What that sober, serious minded, responsible and utter failure fiscal conservatism has wrought: Nearly 600,000 new claims for unemployment benefits last week. And that number hasn't even been "upwardly revised" yet.

New claims for unemployment benefits rose more than expected last week, the government said Wednesday, as layoffs spread throughout the economy, more evidence the labor market is weakening as the recession deepens.

The Labor Department reported that initial requests for jobless benefits rose to a seasonally adjusted 586,000 in the week ending Dec. 20, from an upwardly revised figure of 556,000 the previous week. That's much more than the 560,000 economists had expected.

That's also the highest level of claims since November 1982, though the work force has grown by about half since then.
Meanwhile, in that other wellspring of good economic news, the housing market:

The housing market weakened dramatically in November, with prices taking their deepest dive in at least 40 years as buyers refused to wade back in during a growing recession, according to data released yesterday.

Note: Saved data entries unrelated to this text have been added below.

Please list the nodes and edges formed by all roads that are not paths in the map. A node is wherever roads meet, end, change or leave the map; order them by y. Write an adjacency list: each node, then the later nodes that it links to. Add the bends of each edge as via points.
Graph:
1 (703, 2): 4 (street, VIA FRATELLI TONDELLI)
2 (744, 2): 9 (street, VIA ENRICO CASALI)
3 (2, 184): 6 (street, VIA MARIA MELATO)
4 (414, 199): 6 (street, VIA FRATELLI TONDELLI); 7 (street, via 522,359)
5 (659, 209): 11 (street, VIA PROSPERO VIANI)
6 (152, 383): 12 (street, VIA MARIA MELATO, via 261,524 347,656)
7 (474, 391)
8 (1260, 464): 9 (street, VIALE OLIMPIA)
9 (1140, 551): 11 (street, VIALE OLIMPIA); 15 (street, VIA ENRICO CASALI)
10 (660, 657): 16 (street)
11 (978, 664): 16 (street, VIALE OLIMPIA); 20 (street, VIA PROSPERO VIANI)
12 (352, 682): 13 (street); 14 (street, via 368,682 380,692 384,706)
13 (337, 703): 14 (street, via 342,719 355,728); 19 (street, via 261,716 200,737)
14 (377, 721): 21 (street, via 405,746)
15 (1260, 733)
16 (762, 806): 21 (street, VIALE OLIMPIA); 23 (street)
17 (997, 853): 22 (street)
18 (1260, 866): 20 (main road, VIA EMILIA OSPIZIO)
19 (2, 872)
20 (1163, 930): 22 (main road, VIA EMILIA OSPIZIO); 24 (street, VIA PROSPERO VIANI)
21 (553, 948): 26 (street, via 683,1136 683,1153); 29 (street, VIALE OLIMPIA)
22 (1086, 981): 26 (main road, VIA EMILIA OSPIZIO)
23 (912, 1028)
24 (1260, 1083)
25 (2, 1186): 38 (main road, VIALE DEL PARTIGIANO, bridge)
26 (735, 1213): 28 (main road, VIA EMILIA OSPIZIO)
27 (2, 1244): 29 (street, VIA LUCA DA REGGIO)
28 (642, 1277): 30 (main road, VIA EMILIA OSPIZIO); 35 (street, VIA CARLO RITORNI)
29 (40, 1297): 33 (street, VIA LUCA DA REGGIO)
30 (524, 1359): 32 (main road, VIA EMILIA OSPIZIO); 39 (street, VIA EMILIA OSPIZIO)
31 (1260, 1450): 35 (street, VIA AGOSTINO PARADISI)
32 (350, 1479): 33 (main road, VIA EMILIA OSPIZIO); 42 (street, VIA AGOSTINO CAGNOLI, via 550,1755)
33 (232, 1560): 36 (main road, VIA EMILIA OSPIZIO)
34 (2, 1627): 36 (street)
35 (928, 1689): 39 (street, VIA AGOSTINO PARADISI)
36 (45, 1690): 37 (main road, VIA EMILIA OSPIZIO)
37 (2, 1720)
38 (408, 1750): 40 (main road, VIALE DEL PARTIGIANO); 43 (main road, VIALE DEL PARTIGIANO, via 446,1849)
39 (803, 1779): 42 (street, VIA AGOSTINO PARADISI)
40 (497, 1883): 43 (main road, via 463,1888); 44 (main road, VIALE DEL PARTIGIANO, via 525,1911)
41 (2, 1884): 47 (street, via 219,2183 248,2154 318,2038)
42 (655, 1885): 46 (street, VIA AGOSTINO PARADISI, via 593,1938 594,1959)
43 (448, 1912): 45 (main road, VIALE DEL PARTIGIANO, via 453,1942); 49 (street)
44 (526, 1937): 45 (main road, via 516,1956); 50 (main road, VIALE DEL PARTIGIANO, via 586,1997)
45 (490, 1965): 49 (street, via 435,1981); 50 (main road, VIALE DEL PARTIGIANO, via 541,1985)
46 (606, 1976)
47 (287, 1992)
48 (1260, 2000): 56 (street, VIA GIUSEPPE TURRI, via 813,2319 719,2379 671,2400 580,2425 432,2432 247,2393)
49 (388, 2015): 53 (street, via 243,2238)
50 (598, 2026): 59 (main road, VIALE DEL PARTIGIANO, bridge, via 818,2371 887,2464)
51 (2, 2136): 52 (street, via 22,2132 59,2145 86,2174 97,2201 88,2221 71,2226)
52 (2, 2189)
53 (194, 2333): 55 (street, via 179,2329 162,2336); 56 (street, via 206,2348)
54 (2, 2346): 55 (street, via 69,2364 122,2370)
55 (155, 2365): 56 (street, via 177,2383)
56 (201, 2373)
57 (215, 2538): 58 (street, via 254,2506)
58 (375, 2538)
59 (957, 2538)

The declines cited in government and industry reports were worse than analysts expected and deepened concerns that the housing downturn has entered a new phase, fired by a recession it helped create, economists said.


Sales of existing homes fell 8.6 percent to a seasonally adjusted 4.49 million units in November compared with October and were down 10.6 percent compared with the same period a year ago, according to data from the National Association of Realtors. The Commerce Department reported sales of new, single-family homes fell 2.9 percent to a seasonally adjusted annual rate of 407,000 in November. It was the slowest sales rate in 18 years and down 35 percent compared with a year earlier.


Home prices also tumbled. Median new-home sales prices fell to $220,400 in November, down 11.5 percent from $249,100 a year earlier. The slump in the resale market was even more pronounced: Existing-home prices fell 13.2 percent, to $181,300 from $208,800, the largest drop since the Realtors group began collecting data in 1968 and likely the largest decline since the Great Depression.
Do you think we'll get to the point that we stop calling the Depression of the 1930s the "Great Depression" like we stopped calling World War I the "Great War" and start referring to Depression I and Depression II?

I certainly hope not. Unfortunately, given the state of the economy, it's not an unreasonable question to ask.

Put that in your Legacy file, George.

UPDATE: With regard to my question about Depression I and Depression II, it appears that Paul Krugman thinks we could get to that point. But what does he know about economics? He's just a professor of Economics and International Affairs at Princeton University and a winner of the Nobel Prize in economics.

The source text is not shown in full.